Dr. Allen B. Kanavel’s textbook, Infections of the Hand. A Guide to the Surgical Treatment of Acute and Chronic Suppurative Processes in the Fingers, Hand, and Forearm, was first published in 1912. The now-eponymous Kanavel’s signs are as follows: 1) fusiform swelling; 2) finger held in partially flexed position; 3) pain on palpation of the flexor tendon; and 4) pain on passive stretch of the flexor tendon.1 Since the first publication of these signs more than 100 years ago there have been no prospective data to determine their sensitivity and specificity. Retrospective series have come to different conclusions regarding the significance of the different signs.

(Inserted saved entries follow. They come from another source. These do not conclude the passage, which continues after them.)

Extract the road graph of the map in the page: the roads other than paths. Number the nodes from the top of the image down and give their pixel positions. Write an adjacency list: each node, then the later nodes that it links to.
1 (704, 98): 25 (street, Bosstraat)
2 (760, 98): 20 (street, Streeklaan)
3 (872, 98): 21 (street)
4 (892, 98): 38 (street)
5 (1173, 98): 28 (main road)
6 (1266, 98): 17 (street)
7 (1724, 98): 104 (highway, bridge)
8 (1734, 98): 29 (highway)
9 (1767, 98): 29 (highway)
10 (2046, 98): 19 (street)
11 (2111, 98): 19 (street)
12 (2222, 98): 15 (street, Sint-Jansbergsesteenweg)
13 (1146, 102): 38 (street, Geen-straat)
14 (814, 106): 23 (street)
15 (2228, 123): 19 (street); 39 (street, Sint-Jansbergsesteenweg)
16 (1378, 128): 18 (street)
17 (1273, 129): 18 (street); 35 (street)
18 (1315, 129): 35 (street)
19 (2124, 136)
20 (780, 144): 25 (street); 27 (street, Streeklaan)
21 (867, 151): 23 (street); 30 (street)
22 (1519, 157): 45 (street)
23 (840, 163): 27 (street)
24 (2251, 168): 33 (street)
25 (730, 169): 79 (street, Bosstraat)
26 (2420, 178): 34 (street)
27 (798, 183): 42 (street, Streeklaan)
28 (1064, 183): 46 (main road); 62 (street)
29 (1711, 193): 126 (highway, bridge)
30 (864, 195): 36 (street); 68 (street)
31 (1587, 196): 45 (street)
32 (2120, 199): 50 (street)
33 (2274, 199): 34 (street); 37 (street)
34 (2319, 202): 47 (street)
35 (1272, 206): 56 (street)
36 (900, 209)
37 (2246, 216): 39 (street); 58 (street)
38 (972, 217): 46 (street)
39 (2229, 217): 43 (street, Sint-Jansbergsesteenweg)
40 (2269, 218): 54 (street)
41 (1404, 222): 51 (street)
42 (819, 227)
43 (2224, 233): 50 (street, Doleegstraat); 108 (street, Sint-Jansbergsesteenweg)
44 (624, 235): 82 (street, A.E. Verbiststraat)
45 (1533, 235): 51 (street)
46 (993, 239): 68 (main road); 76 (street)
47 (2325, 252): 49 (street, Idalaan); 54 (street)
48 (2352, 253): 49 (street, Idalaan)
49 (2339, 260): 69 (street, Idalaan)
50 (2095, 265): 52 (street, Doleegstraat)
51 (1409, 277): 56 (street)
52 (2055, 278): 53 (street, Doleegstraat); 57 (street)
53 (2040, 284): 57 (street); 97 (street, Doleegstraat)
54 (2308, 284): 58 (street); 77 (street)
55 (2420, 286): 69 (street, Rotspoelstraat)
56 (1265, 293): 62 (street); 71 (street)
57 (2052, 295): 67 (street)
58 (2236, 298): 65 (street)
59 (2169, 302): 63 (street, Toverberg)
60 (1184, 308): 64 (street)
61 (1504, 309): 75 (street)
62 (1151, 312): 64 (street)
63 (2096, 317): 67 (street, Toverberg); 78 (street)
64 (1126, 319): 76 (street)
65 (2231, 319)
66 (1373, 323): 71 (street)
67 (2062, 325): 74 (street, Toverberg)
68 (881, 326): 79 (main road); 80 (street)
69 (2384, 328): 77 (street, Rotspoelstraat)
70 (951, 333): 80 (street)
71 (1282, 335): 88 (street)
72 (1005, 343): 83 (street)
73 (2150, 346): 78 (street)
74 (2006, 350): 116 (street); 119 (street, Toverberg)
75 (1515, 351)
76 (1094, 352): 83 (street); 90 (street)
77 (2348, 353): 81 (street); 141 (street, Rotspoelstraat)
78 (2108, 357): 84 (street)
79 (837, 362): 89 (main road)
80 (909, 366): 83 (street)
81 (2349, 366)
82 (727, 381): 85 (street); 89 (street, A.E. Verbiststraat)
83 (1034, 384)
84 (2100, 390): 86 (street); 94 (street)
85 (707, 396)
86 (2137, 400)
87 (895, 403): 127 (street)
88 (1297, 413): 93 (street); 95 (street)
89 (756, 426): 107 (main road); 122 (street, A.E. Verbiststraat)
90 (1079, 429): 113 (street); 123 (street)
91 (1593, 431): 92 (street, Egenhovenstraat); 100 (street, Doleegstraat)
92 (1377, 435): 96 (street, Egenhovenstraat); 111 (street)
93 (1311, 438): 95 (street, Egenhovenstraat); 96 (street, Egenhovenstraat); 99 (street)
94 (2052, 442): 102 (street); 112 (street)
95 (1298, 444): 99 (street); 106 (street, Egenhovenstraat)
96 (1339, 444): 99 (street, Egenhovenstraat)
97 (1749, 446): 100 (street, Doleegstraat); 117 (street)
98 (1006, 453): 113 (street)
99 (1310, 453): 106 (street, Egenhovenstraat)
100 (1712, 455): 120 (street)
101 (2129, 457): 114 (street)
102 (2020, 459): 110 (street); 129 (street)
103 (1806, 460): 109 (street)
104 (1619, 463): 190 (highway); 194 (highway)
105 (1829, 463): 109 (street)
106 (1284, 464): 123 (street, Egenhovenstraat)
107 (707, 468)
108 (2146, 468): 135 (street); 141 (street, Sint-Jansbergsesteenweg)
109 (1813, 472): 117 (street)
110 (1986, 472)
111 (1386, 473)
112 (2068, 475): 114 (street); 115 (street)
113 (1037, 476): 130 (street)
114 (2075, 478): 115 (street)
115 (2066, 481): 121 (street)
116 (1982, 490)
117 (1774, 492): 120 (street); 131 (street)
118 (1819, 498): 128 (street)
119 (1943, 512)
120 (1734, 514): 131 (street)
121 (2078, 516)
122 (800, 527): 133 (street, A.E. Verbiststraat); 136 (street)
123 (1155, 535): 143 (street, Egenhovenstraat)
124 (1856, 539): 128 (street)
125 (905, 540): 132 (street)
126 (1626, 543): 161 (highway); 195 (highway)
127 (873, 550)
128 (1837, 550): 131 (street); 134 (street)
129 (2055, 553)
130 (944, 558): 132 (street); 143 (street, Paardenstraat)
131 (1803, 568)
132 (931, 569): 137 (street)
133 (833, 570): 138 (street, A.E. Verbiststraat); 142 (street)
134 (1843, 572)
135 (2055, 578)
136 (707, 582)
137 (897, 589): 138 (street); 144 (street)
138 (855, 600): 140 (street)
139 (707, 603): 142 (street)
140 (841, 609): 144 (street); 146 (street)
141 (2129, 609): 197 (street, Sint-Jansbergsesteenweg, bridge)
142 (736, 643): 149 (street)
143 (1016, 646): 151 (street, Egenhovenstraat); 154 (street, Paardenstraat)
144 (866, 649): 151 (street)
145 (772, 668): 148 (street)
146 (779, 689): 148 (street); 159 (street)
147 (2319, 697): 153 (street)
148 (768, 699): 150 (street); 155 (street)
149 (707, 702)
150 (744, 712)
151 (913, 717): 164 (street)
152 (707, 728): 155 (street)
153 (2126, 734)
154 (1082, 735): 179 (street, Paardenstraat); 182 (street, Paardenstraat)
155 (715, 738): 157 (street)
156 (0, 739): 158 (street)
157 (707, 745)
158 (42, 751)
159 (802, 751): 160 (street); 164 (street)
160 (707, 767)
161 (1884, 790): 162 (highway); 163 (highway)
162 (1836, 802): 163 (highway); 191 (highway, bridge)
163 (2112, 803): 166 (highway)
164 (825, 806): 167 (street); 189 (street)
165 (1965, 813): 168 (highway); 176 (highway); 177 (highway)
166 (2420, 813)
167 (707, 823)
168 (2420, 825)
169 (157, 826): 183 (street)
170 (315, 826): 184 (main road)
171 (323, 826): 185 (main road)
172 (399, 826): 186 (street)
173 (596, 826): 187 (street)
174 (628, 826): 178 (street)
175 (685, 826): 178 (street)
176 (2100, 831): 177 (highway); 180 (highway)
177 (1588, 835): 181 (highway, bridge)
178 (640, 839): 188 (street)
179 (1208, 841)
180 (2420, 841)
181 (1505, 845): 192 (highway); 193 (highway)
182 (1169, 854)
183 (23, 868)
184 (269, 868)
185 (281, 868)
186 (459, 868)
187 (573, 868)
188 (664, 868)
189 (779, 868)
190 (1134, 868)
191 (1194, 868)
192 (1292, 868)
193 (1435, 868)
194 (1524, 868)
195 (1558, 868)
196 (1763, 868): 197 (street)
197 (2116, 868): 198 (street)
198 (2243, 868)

Dailiana et al. in 2008 found that all four of Kanavel’s signs were present in only 22/41 (54%) patients taken to the operating room (OR) with acute pyogenic flexor tenosynovitis (PFT); they noted, however, that all 41 patients had tenderness along the tendon and pain on passive stretch.2 Pang et al., in a series of 75 patients published in 2007, noted that only 72% of patients had pain on passive stretch and just 64% had tenderness along the tendon. This study noted that fusiform swelling was the most common finding (97%).3 Thus, healthcare providers are still left with diagnostic uncertainty in patients presenting to the emergency department (ED) with painful, swollen fingers because physical examination criteria alone are not sufficient to identify patients requiring surgery.
Since at least the 1980s ultrasound (US) has been employed to attempt to differentiate between flexor tenosynovitis and other infections of the hand.4,5 These previous studies found that hypoechoic or anechoic fluid surrounding the flexor tendon is associated with purulent discharge at time of surgery and thus a useful adjunct in the diagnosis of PFT. US is particularly useful because the normal finger does not have appreciable synovial fluid on US images.6 Accordingly, presence of fluid is abnormal and, in the setting of clinical infection, suggests tenosynovitis. There have been at least three individual case reports from the emergency medicine (EM) point-of-care ultrasound (POCUS) literature in which a finding of fluid surrounding the flexor tendon in a patient presenting with multiple Kanavel signs was determined to be purulent at time of surgery.7-9 To date there have been no case series from the EM literature on this topic.
The objective of this study was to determine if emergency physicians (EP) could recognize this finding on patients with suspected flexor tenosynovitis by POCUS. We present here a case series of seven patients presenting to the ED with at least two of Kanavel’s signs on exam and fluid seen on POCUS performed by an EP.
MATERIALS AND METHODS
This was a retrospective case series of patients presenting to our urban, academic emergency department (ED) over an eight-year time period. Our ED attending physicians have been using POCUS since the 1980s, and all are credentialed in the use of bedside US in our institution. Real-time sonography was performed in each patient using a high-frequency linear probe and either a water bath or gel mattress. All patients were determined to have anechoic or hypoechoic fluid surrounding a flexor tendon on POCUS performed by the ED attending. We identified cases by performing a search of the departmental POCUS image archive system for a diagnosis of “tenosynovitis.” The electronic medical record was then reviewed for information regarding history of presenting illness, exam, additional diagnostics, specialist consultations, treatments, operative reports, hospital course, and follow-up (if available). All patients described here were found to have the finding of fluid surrounding the flexor tendon by POCUS by the ED attending. We only included cases if the consulting hand surgeon made a diagnosis of flexor tenosynovitis, with the exception of one case in which the final diagnosis by the consultant was “possible flexor tenosynovitis.” The institutional review board (IRB) at our hospital does not require IRB approval for retrospective case series using deidentified information.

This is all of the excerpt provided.